Captain Barbecue's face turned an ugly purple with rage. "Very well, Miss, you've signed your own death warrant! So be it! To the plank with her!"
"Aye, aye, sir!" answered another pirate, hurrying forward to untie Eliza, who, despite her courageous stance, was quaking with fear beneath.
"Captain John Philip Barbecue!" called a new voice, suddenly, from above. Barbecue's face paled, and he glanced up. A small boy had alighted on the tip of the mast, and Eliza felt a cheer rising within her as she saw Jimmy's bright, eager face, ruddy with the wind, and behind him, the rest of his gallant band of boys.
"Up, boys!" cried Jimmy, raising a battered tin sword high above his head. The boys dove forward with a joyful yell.

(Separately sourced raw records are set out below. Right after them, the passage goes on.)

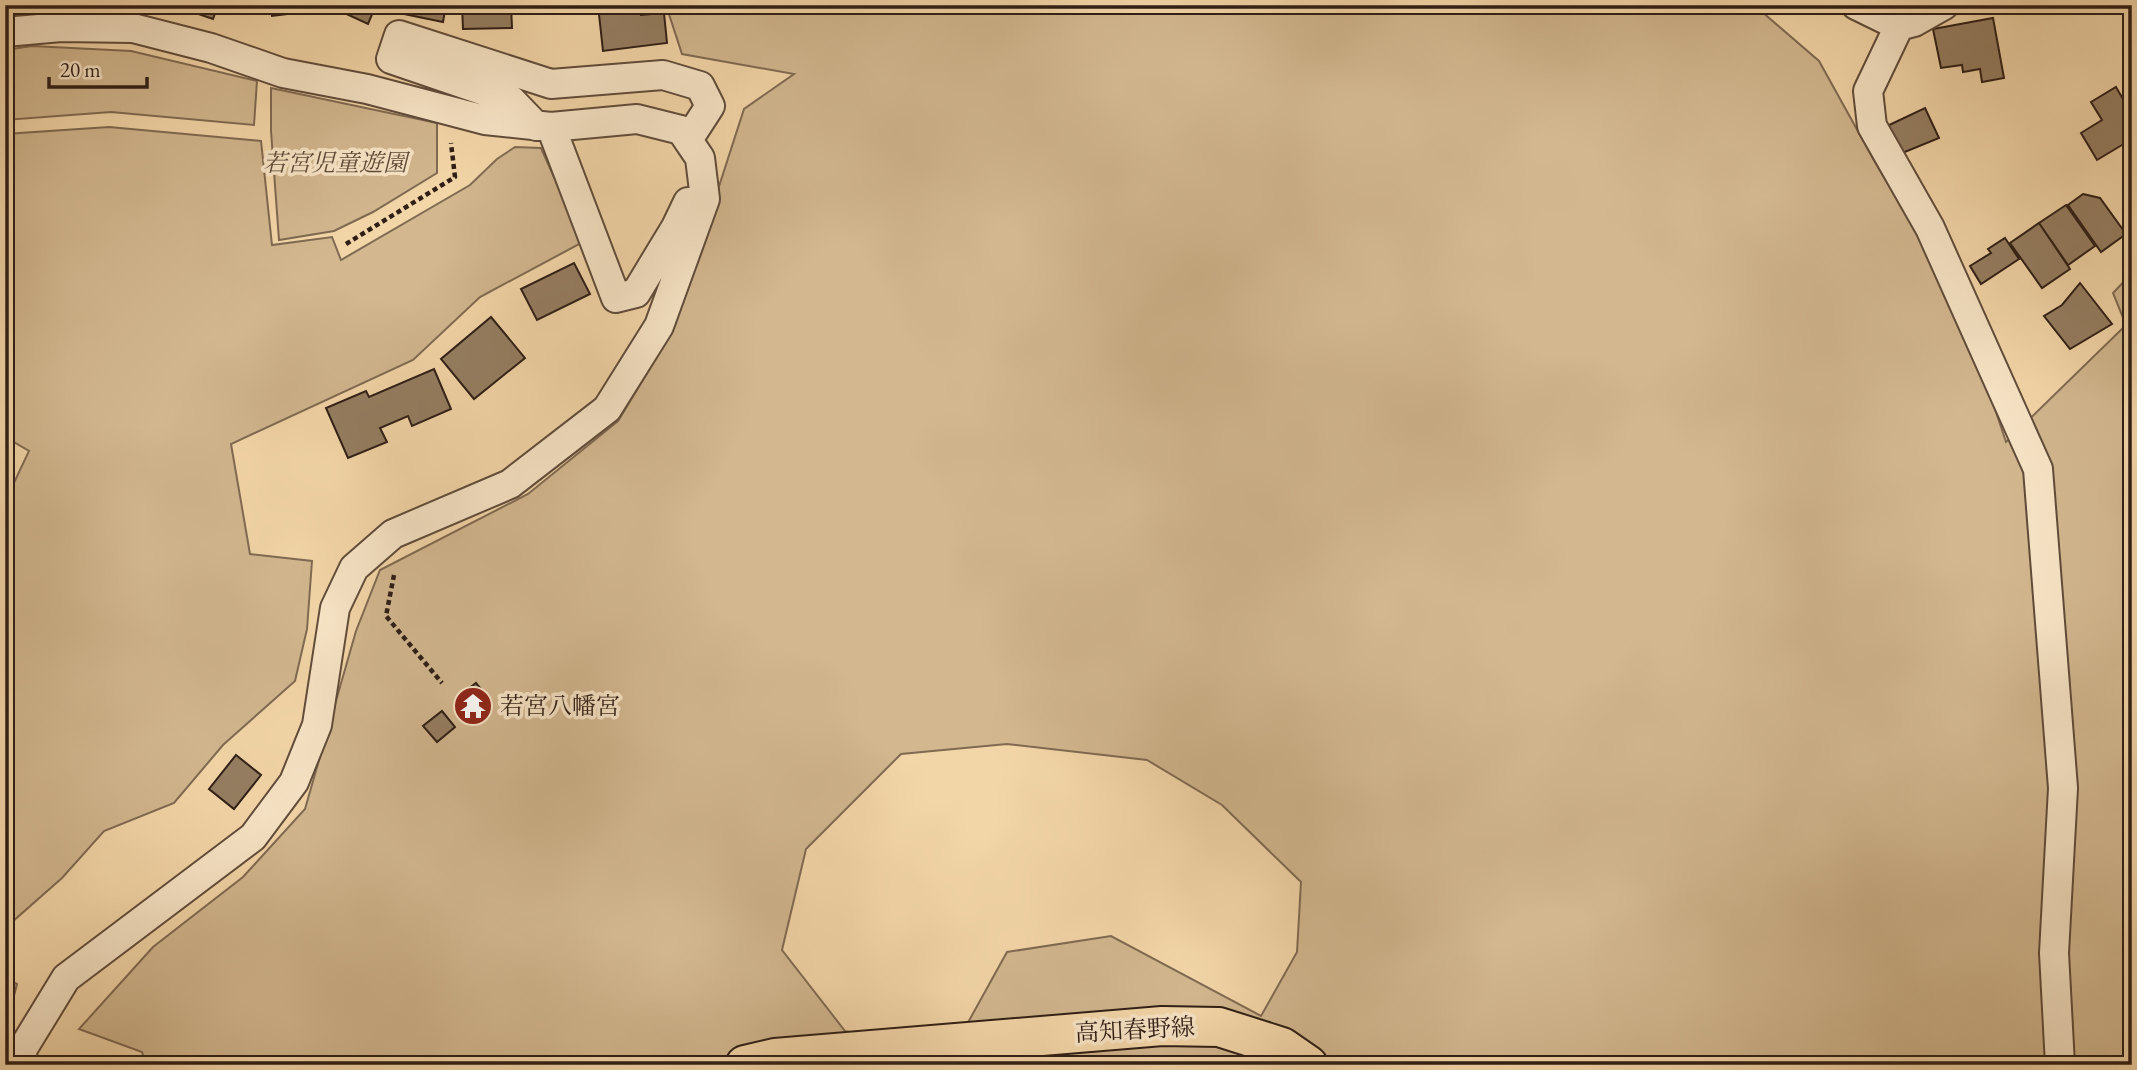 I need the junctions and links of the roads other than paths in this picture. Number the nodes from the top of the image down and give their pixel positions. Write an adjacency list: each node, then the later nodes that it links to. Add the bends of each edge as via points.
1 (1856, 5): 3 (street)
2 (1944, 5): 3 (street)
3 (1899, 26): 11 (street, via 1868,91 1872,126 1930,229 2038,469 2063,788 2053,953)
4 (5, 32): 5 (street, via 133,28 284,73 485,120)
5 (543, 127): 6 (street, via 637,119 681,130); 6 (street, via 511,100 391,59 398,35 551,84 663,75 700,86 710,106); 7 (street, via 616,298 636,293)
6 (688, 140): 7 (street, via 700,158)
7 (702, 174): 8 (street, via 705,199 659,326 607,409 510,484 393,534 354,568 335,608 317,725 294,782 253,837 66,978 22,1050)
8 (23, 1065)
9 (745, 1065): 10 (main road, 高知春野線, via 775,1058 1162,1026 1219,1027 1282,1047)
10 (1308, 1065)
11 (2060, 1065)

"And AT THEM!" Jimmy shouted, dropping the sword to point at the pirates waiting below. The boys swarmed down, and within a very short time there was a free-for-all going, bloodier than any seen by any pirate outside of Never Never Land, including the dreaded Flint.
There is no need to go into all the gory details, so suffice to say that once the boys had triumphed over the pirates, leaving only Barbecue, Jimmy himself fought Barbecue man to man. Barbecue, no matter how hard he tried, could not land a blow anywhere near Jimmy, who danced out from his reach as easily as a sprite evading a clumsy ox. Finally, Barbecue, exhausted and driven to the point of desperation, cried out, "Jimmy, fiend who plucked out my eye and threw it to a passing snake, that nemesis which has haunted me ever since, who--who and what art thou?"
Jimmy leaped up, spinning his sword to flash in a scintillating arch above him. "I am youth; I am laughter; I am a little bud that has burst into bloom!"
"To't again!" cried Barbecue, but a fell mood had descended on him--he knew he would not--could not--win, and his parries and blows were as half-hearted and feeble as those of an adult at play. Soon, Jimmy had him pinned to the rail of the boat. A hissing, whispering murmur heralded the arrival of the snake which had become the beneficiary of Barbecue's eye--its own eyes glinting, it awaited the advent of its long-sought-after prey.
"Jimmy…" cried Barbecue, as he stepped backward toward the snake's waiting jaws. "Nothing can express in what utter scorn I hold you!"
"John Philip Barbecue, thou not completely pusillanimous figure--farewell!"
The snake's jaws flashed once, and Barbecue was gone.
Jimmy strutted into the middle of the blood-stained deck, offering his arm gallantly to Eliza. "We shall take you home, ma'am," he said courteously to her. "And in the future, we shall be the crew of the Jolly Roger! Shan't we, boys!"
"Aye, aye, Captain!" crowed the boys.
"Let's see, we'll need new names," Jimmy mused. Pointing to them one after another, he named them, Wiggly and Noodles first, then the other boys, then Tark, "Wibbles, Noodler, Cecco, Bill Jukes, Cookson, Skylights, Robert Mullins, Canary Robb, and finally, Gentleman Starkey!"
The pointing figure now gestured to Sneer. "And you--"
"Um…can I be 'Smee'?"
"I suppose so," Jimmy sighed at what he considered his boatswain's lack of originality.
"And I…I am that terror of the seven seas, the only boy whom Barbecue ever feared (and Flint himself feared Barbecue)--Captain James Hook!"
For a second, he appeared taller, with long, black ringlets, and a vicious sneer marked on his face. Just for a second, Eliza thought she saw a glint of metal where his right hand should be--and then all that was gone, and there was only the laughing smiling Jimmy that she knew so well…and they were going home…
Liza smiled at her new-found son and stirred the embers in the stove of their small, cramped quarters into a fiery blaze. "I'm glad you're here, Slightly," she said to him.
"I'm glad to be here too, Mother," Slightly replied, face glowing with happiness.
A wistful look took hold of Liza's face for a moment. "You say Captain Hook is dead?" she asked.
"Yes--the crocodile ate him, boots, coat and all!" Slightly replied in a carefree manner. Liza sighed audibly. "You should go to bed now, my lad," she told Slightly.
"Oh, very well, Mother."
As the boy trudged off to his room, Liza stared into the flickering flames. For a moment she thought she could almost see the outline of a laughing boy, dancing black hair, and deep dark eyes…and then the image was gone. She sighed, and turned, and followed Slightly into the bedroom.